When do you recommend that I start wrestling?
The CWC welcomes K-12 athletes. Athletes that are new to wrestling are encouraged to start during the Winter session.
What program level should I sign up for?
We host a Pee-Wee Program (roughly K-1), Elementary Program (roughly 2-5), Middle School Program (6-8), and High School Students (9-12). Contact one of our coaches if you have questions about the program that is the best fit.

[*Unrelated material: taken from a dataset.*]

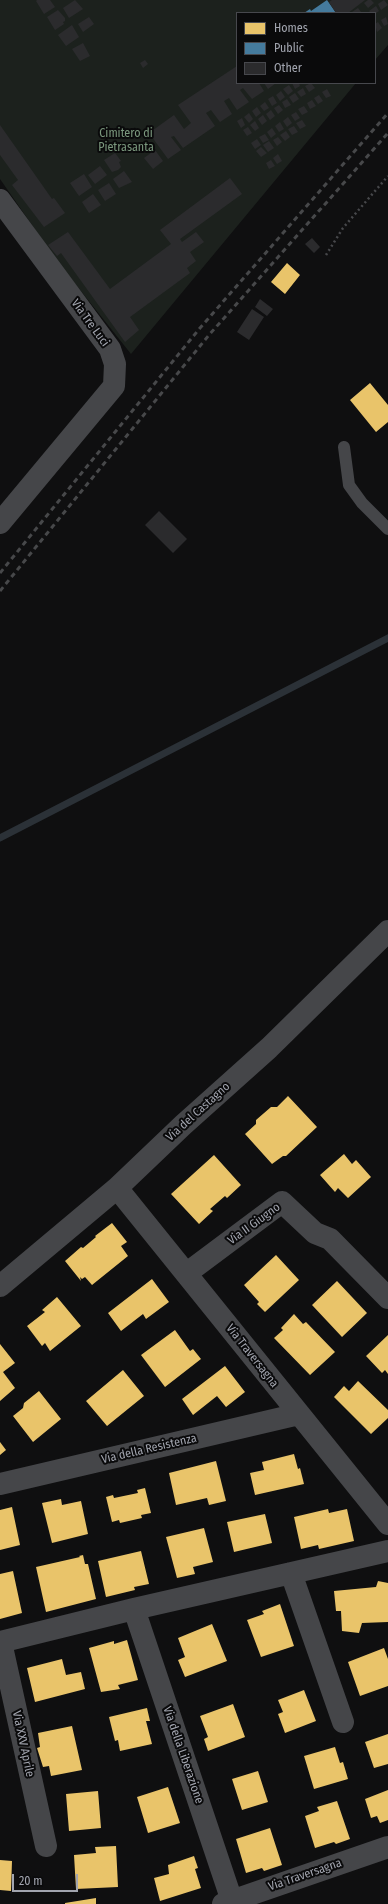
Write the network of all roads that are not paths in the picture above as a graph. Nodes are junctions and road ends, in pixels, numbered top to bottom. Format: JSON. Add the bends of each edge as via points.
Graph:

What will I need for wrestling?
Most importantly is a good attitude, willingness to learn, and respect for you coaches/fellow wrestlers. Additionally, you will need the following:
- USA Wrestling Card – MANDATORY
- Wrestling shoes
- Singlet (optional)
- Knee pads (optional)
What is USA Wrestling?
USA Wrestling is the national Olympic governing body for wrestling in America. CWC is one of approximately 3,500 USAW sanctioned wrestling clubs. All CWC members are required to become a member of USA Wrestling. Additionally, the CWC requires that coaches (and ANY volunteers that will be on the mat with the kids) obtain a USAW Coaches card; the process by which to get this card includes a background check by USAW. The CWC is committed to providing a safe environment for our wrestlers by ensuring that the adults that are interacting with our young athletes are certified by this process.
What does a typical practice look like?
Practices will vary for the different program levels but are typically 1-2 h. The CWC Scholastic Program Director and coaches have put together a set program targeted to each program level. Typical practice will include: warm-ups, stretching, learning new technique and reviewing previously shown technique, live wrestling with practice partners, conditioning, and even mat games for fun! These practices aim to help the wrestler learn and improve, but also are structured to keep the fun and focus of the sport intact. These key ingredients are scaled to the different program levels and skill levels of the athletes.
What are the opportunities to compete?
The CWC offers (non-mandatory) opportunities to compete via dual matches with other local Charlottesville-area wrestling clubs. There are also numerous tournaments offered in central VA area and around the state. Of note, there are both standard tournaments and “Rookie” tournaments that are targeted to wrestlers with less than 2 years of experience. The CWC typically attends 1-2 of these tournaments as a team but encourages and will try to support individuals or small groups of wrestlers that want additional opportunities to compete.
How is wrestling scored?
- 2 points are awarded for a takedown. This is when a wrestler takes his opponent to the mat and is in a top position with control over his opponent.
- 1 point is awarded for an escape. This is when a wrestler who escapes to his feet from the bottom position and his opponent no longer has control of him.
- 2 points are awarded for a reversal. This is when a wrestler who is in the bottom position is able to switch to the top position and gain control of his opponent.
- 2-3 points are awarded for back points. Back points are when a wrestler who has control of his opponent and turns his opponent’s shoulder blades to be less than 90 degrees from the mat. The ref then starts counting seconds that the wrestler holds his opponent there. After 2 seconds, the wrestler will be awarded 2 back points, but it takes 5 seconds to be awarded 3 back points.
- There are two ways to end the match prematurely. The first way is called a pin and is when the wrestler holds his opponents shoulder blades flat to the mat for 2 seconds. The second way is called a technical fall and is when the wrestler is winning the match by 15 points. This is like a slaughter rule.
How do I get better and improve to the next level in wrestling?
Just like any sport there is a natural progression that occurs in wrestling. The best place to start is in youth wrestling. Here you learn the fundamentals of the sport and develop a foundation of knowledge and experience from which to build. As you continue to build this knowledge and experience, the next level is middle school wrestling, then high school wrestling, then college wrestling, and lastly USA wrestling in an Olympic and world setting. Just like every sport, you cannot just practice to get better, you have to compete. This involves participating in tournaments and wrestling in matches. Tournaments are held all around the country. Some are optional and some last all day, but the key is getting match time experience you only can get when you compete.
What to expect at a tournament/competition?
Every tournament/dual competition is run differently but on average they range from 2h to all day, where a wrestler can expect 2-6 matches. Young athletes are often matched based on weight, size, and experience. Reach out to CWC coaches if you have specific questions.